▶ [Work request] Repeat the records below word for word.

Collected data
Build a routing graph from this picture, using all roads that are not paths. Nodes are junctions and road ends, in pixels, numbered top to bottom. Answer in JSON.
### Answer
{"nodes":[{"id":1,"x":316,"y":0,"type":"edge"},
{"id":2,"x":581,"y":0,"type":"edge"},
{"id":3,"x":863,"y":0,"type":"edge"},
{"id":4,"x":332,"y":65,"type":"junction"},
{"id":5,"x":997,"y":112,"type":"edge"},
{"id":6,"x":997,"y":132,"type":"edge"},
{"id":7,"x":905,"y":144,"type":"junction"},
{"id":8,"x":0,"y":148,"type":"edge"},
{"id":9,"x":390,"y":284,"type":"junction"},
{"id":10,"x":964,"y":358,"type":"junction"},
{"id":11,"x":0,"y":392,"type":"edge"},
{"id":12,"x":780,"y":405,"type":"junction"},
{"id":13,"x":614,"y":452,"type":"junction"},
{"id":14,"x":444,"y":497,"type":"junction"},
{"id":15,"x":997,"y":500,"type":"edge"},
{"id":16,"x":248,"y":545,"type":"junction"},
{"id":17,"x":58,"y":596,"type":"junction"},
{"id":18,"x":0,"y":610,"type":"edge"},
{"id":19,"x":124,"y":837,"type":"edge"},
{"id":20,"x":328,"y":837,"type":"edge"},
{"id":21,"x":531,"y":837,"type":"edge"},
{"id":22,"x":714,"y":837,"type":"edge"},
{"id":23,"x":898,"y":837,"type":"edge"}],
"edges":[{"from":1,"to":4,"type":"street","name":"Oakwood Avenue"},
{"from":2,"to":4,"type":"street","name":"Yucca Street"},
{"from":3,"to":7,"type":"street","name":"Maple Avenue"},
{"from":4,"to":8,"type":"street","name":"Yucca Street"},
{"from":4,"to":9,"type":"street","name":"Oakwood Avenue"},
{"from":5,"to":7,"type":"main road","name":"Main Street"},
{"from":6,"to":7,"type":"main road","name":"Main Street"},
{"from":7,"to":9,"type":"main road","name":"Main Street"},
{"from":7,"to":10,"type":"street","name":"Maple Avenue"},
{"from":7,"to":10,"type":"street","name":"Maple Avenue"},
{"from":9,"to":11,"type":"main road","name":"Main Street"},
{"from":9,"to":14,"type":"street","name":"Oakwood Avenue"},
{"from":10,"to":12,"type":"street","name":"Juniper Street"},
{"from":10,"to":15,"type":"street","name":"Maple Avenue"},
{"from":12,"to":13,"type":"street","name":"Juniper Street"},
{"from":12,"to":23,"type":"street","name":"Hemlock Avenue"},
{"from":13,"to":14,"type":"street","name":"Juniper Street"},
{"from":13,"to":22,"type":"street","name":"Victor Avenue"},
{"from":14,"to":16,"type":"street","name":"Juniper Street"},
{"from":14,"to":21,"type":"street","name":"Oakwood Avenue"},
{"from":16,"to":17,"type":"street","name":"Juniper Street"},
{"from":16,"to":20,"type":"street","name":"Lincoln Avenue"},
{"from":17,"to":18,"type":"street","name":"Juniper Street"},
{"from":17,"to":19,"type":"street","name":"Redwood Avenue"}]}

▶ [Task output]
Build a routing graph from this picture, using all roads that are not paths. Nodes are junctions and road ends, in pixels, numbered top to bottom. Answer in JSON.
### Answer
{"nodes":[{"id":1,"x":316,"y":0,"type":"edge"},
{"id":2,"x":581,"y":0,"type":"edge"},
{"id":3,"x":863,"y":0,"type":"edge"},
{"id":4,"x":332,"y":65,"type":"junction"},
{"id":5,"x":997,"y":112,"type":"edge"},
{"id":6,"x":997,"y":132,"type":"edge"},
{"id":7,"x":905,"y":144,"type":"junction"},
{"id":8,"x":0,"y":148,"type":"edge"},
{"id":9,"x":390,"y":284,"type":"junction"},
{"id":10,"x":964,"y":358,"type":"junction"},
{"id":11,"x":0,"y":392,"type":"edge"},
{"id":12,"x":780,"y":405,"type":"junction"},
{"id":13,"x":614,"y":452,"type":"junction"},
{"id":14,"x":444,"y":497,"type":"junction"},
{"id":15,"x":997,"y":500,"type":"edge"},
{"id":16,"x":248,"y":545,"type":"junction"},
{"id":17,"x":58,"y":596,"type":"junction"},
{"id":18,"x":0,"y":610,"type":"edge"},
{"id":19,"x":124,"y":837,"type":"edge"},
{"id":20,"x":328,"y":837,"type":"edge"},
{"id":21,"x":531,"y":837,"type":"edge"},
{"id":22,"x":714,"y":837,"type":"edge"},
{"id":23,"x":898,"y":837,"type":"edge"}],
"edges":[{"from":1,"to":4,"type":"street","name":"Oakwood Avenue"},
{"from":2,"to":4,"type":"street","name":"Yucca Street"},
{"from":3,"to":7,"type":"street","name":"Maple Avenue"},
{"from":4,"to":8,"type":"street","name":"Yucca Street"},
{"from":4,"to":9,"type":"street","name":"Oakwood Avenue"},
{"from":5,"to":7,"type":"main road","name":"Main Street"},
{"from":6,"to":7,"type":"main road","name":"Main Street"},
{"from":7,"to":9,"type":"main road","name":"Main Street"},
{"from":7,"to":10,"type":"street","name":"Maple Avenue"},
{"from":7,"to":10,"type":"street","name":"Maple Avenue"},
{"from":9,"to":11,"type":"main road","name":"Main Street"},
{"from":9,"to":14,"type":"street","name":"Oakwood Avenue"},
{"from":10,"to":12,"type":"street","name":"Juniper Street"},
{"from":10,"to":15,"type":"street","name":"Maple Avenue"},
{"from":12,"to":13,"type":"street","name":"Juniper Street"},
{"from":12,"to":23,"type":"street","name":"Hemlock Avenue"},
{"from":13,"to":14,"type":"street","name":"Juniper Street"},
{"from":13,"to":22,"type":"street","name":"Victor Avenue"},
{"from":14,"to":16,"type":"street","name":"Juniper Street"},
{"from":14,"to":21,"type":"street","name":"Oakwood Avenue"},
{"from":16,"to":17,"type":"street","name":"Juniper Street"},
{"from":16,"to":20,"type":"street","name":"Lincoln Avenue"},
{"from":17,"to":18,"type":"street","name":"Juniper Street"},
{"from":17,"to":19,"type":"street","name":"Redwood Avenue"}]}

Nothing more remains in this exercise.